━━━━━ Dataset

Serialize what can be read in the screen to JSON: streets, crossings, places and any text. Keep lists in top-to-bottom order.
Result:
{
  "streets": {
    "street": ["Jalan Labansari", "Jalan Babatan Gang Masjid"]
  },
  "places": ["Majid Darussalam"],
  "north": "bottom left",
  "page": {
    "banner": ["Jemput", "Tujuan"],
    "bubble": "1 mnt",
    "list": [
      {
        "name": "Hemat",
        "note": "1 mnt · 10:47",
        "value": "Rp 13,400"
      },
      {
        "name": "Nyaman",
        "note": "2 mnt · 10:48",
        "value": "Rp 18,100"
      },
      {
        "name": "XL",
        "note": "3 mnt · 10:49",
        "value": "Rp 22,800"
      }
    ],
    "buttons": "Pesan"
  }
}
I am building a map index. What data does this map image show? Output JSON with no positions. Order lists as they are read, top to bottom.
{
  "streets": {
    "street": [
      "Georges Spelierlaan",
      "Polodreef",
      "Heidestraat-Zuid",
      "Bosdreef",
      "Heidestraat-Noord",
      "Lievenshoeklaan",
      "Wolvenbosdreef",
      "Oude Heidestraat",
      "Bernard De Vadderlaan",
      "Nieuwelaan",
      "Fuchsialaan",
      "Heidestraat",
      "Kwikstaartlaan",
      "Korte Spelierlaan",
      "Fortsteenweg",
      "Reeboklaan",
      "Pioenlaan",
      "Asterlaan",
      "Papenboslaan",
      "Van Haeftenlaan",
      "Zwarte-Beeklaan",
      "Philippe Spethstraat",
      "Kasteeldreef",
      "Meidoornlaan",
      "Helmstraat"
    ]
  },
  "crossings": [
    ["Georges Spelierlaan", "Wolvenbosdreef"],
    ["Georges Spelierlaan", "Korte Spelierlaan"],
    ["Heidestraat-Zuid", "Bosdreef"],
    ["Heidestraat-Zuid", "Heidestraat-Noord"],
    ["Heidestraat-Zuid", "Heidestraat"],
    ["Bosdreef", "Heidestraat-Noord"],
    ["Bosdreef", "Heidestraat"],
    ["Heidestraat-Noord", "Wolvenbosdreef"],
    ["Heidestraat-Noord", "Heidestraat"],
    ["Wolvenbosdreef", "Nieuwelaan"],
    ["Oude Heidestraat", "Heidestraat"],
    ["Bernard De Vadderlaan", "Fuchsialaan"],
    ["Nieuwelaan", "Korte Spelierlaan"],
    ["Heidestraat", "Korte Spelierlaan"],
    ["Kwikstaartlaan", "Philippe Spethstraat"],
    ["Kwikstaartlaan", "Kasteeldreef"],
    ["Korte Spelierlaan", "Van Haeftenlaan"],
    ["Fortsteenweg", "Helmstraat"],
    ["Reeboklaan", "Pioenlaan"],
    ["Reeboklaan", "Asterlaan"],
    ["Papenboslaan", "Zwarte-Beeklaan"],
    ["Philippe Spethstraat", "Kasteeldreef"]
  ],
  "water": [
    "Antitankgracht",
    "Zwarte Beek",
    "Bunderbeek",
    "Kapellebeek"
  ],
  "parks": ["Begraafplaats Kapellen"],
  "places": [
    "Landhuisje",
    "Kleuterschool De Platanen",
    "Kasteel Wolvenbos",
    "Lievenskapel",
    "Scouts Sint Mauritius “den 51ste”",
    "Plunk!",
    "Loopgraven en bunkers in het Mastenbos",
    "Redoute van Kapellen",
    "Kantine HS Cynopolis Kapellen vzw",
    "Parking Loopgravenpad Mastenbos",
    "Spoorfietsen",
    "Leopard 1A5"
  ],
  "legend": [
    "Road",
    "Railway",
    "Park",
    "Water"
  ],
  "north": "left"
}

━━━━━━━━━━

Task instructions: Print every line you see above, exactly as written.

Answer below:
Serialize what can be read in the screen to JSON: streets, crossings, places and any text. Keep lists in top-to-bottom order.
Result:
{
  "streets": {
    "street": ["Jalan Labansari", "Jalan Babatan Gang Masjid"]
  },
  "places": ["Majid Darussalam"],
  "north": "bottom left",
  "page": {
    "banner": ["Jemput", "Tujuan"],
    "bubble": "1 mnt",
    "list": [
      {
        "name": "Hemat",
        "note": "1 mnt · 10:47",
        "value": "Rp 13,400"
      },
      {
        "name": "Nyaman",
        "note": "2 mnt · 10:48",
        "value": "Rp 18,100"
      },
      {
        "name": "XL",
        "note": "3 mnt · 10:49",
        "value": "Rp 22,800"
      }
    ],
    "buttons": "Pesan"
  }
}
I am building a map index. What data does this map image show? Output JSON with no positions. Order lists as they are read, top to bottom.
{
  "streets": {
    "street": [
      "Georges Spelierlaan",
      "Polodreef",
      "Heidestraat-Zuid",
      "Bosdreef",
      "Heidestraat-Noord",
      "Lievenshoeklaan",
      "Wolvenbosdreef",
      "Oude Heidestraat",
      "Bernard De Vadderlaan",
      "Nieuwelaan",
      "Fuchsialaan",
      "Heidestraat",
      "Kwikstaartlaan",
      "Korte Spelierlaan",
      "Fortsteenweg",
      "Reeboklaan",
      "Pioenlaan",
      "Asterlaan",
      "Papenboslaan",
      "Van Haeftenlaan",
      "Zwarte-Beeklaan",
      "Philippe Spethstraat",
      "Kasteeldreef",
      "Meidoornlaan",
      "Helmstraat"
    ]
  },
  "crossings": [
    ["Georges Spelierlaan", "Wolvenbosdreef"],
    ["Georges Spelierlaan", "Korte Spelierlaan"],
    ["Heidestraat-Zuid", "Bosdreef"],
    ["Heidestraat-Zuid", "Heidestraat-Noord"],
    ["Heidestraat-Zuid", "Heidestraat"],
    ["Bosdreef", "Heidestraat-Noord"],
    ["Bosdreef", "Heidestraat"],
    ["Heidestraat-Noord", "Wolvenbosdreef"],
    ["Heidestraat-Noord", "Heidestraat"],
    ["Wolvenbosdreef", "Nieuwelaan"],
    ["Oude Heidestraat", "Heidestraat"],
    ["Bernard De Vadderlaan", "Fuchsialaan"],
    ["Nieuwelaan", "Korte Spelierlaan"],
    ["Heidestraat", "Korte Spelierlaan"],
    ["Kwikstaartlaan", "Philippe Spethstraat"],
    ["Kwikstaartlaan", "Kasteeldreef"],
    ["Korte Spelierlaan", "Van Haeftenlaan"],
    ["Fortsteenweg", "Helmstraat"],
    ["Reeboklaan", "Pioenlaan"],
    ["Reeboklaan", "Asterlaan"],
    ["Papenboslaan", "Zwarte-Beeklaan"],
    ["Philippe Spethstraat", "Kasteeldreef"]
  ],
  "water": [
    "Antitankgracht",
    "Zwarte Beek",
    "Bunderbeek",
    "Kapellebeek"
  ],
  "parks": ["Begraafplaats Kapellen"],
  "places": [
    "Landhuisje",
    "Kleuterschool De Platanen",
    "Kasteel Wolvenbos",
    "Lievenskapel",
    "Scouts Sint Mauritius “den 51ste”",
    "Plunk!",
    "Loopgraven en bunkers in het Mastenbos",
    "Redoute van Kapellen",
    "Kantine HS Cynopolis Kapellen vzw",
    "Parking Loopgravenpad Mastenbos",
    "Spoorfietsen",
    "Leopard 1A5"
  ],
  "legend": [
    "Road",
    "Railway",
    "Park",
    "Water"
  ],
  "north": "left"
}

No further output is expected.